Family & friends of trans* people

If someone you know comes out as trans* you may not know how to react, especially if you don’t know other trans* people. It is important to remember that they have probably felt this way for a long time and it might be very hard for them to tell you. They probably want you’re reassurance and support. As it has been said, they’ve had much more time to think about it so they won’t expect you to understand this part of their identity instantaneously. With time, however, hopefully you’ll get to know each other at a more honest and open level and this will only strengthen your relationship. Remember also, that many trans* people face discrimination and so they will want as many supportive friends as possible not only for discrimination but while they transition – from their genetic sex to the sex they feel comfortable with.

There’s no right way to explain how someone identifies as trans*, so it is up to you to find out how they do and hopefully this will strengthen your relationship as you get to know them better.

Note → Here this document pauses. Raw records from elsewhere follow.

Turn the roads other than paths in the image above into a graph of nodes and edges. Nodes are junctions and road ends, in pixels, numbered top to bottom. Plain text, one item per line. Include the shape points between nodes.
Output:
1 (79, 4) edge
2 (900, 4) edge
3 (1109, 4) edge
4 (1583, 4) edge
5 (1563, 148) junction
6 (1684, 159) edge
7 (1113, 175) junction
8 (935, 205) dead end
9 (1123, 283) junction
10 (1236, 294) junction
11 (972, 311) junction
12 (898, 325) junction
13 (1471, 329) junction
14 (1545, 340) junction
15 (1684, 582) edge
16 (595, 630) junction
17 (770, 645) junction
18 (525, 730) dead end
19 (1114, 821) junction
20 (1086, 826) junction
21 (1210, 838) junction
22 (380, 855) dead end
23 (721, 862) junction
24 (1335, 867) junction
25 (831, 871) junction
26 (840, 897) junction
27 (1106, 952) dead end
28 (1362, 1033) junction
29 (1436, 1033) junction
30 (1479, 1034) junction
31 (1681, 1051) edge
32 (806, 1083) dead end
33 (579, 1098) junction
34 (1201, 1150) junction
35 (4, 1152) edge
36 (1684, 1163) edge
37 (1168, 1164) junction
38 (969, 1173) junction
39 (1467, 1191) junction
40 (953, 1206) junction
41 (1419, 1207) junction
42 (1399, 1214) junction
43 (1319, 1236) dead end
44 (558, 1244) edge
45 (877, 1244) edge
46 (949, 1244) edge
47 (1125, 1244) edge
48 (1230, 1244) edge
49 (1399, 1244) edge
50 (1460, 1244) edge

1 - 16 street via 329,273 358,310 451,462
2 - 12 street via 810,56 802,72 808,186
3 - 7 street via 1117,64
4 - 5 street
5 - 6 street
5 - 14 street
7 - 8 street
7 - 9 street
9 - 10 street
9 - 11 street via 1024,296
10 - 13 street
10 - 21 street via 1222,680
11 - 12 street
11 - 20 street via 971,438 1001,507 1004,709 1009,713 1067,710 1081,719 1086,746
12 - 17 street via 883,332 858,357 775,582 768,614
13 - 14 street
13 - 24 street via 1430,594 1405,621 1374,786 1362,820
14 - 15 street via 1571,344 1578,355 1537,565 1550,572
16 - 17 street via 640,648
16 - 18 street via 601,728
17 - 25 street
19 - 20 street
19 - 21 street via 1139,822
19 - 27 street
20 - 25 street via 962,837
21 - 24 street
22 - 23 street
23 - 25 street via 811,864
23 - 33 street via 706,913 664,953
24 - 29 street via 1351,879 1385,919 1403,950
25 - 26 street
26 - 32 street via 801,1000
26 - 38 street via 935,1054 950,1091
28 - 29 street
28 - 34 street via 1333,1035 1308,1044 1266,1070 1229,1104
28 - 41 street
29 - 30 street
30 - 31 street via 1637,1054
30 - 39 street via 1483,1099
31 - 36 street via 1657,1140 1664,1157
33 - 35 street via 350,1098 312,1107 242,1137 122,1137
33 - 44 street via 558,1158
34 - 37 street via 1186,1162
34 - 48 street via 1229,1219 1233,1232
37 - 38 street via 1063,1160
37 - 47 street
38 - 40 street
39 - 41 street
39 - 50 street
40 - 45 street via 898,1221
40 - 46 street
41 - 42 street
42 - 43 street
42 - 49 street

Through the process of this transition they may ask you to refer to them by a different pronoun or name from that you are used to. They won’t expect you to do this without fault, but it is best to try to use the pronoun they prefer so that they feel comfortable with their identity and know that you are comfortable with it too.  There are other things to remember too which is covered in the trans* etiquette section. You may already know these from conversations with trans* people you know.

Trans* etiquette

  • Names and pronouns: for a lot of trans* people, having the right name and pronouns used for them is very important. Though it may be hard at first, you should try to use the right names and pronouns if asked to, as it shows that you respect this part of their identity and are doing your best to show support.
    • At first you may struggle with this as it can take some time to get used to, so they may understand if you make a slip. With time, however, they may feel more uncomfortable with being referred to with the wrong pronoun. If you do make a slip, try to judge the situation; it may feel inappropriate to draw more attention to your mistake by acknowledging it there and then. It may be better to acknowledge your mistake later on and so just carry on as before, trying to use the correct pronoun.
    • Never ask what someone’s “real name” is – not everyone feels that the name on their birth certificate or passport is their real name. Similarly with pronouns, if someone asks you to call them he/she/it/they/something else entirely, then you should try to do so.
    • Never intentionally use a different pronoun as it can be very disrespectful and even insulting.
    • If you’re not sure, just ask (politely) which pronouns they prefer; do not ask whether they prefer “he” or “she”.
  • Medical questions: If you have questions about someone’s medical treatment, remember that they may not feel comfortable with answering questions. If you do have questions try to weigh out whether they’d be appropriate. Also consider where and when you might ask any questions. Trans* people might be especially guarded about medical questions, so it is often best to stray away from asking such questions and allowing them to tell you if they want to.
  • “Tranny”: Trans* people may use this word to refer to themselves, feeling they have reclaimed it, in a similar way to how lesbians may refer to themselves as “dykes”. You may equally have trans* friends who do don’t mind you using this word. However, if you don’t know someone well enough to be absolutely sure that they feel comfortable with the use of this word then you should avoid using it. It is also best to avoid using it in general conversation, as it is considered a derogatory term and is linked to transphobic abuse.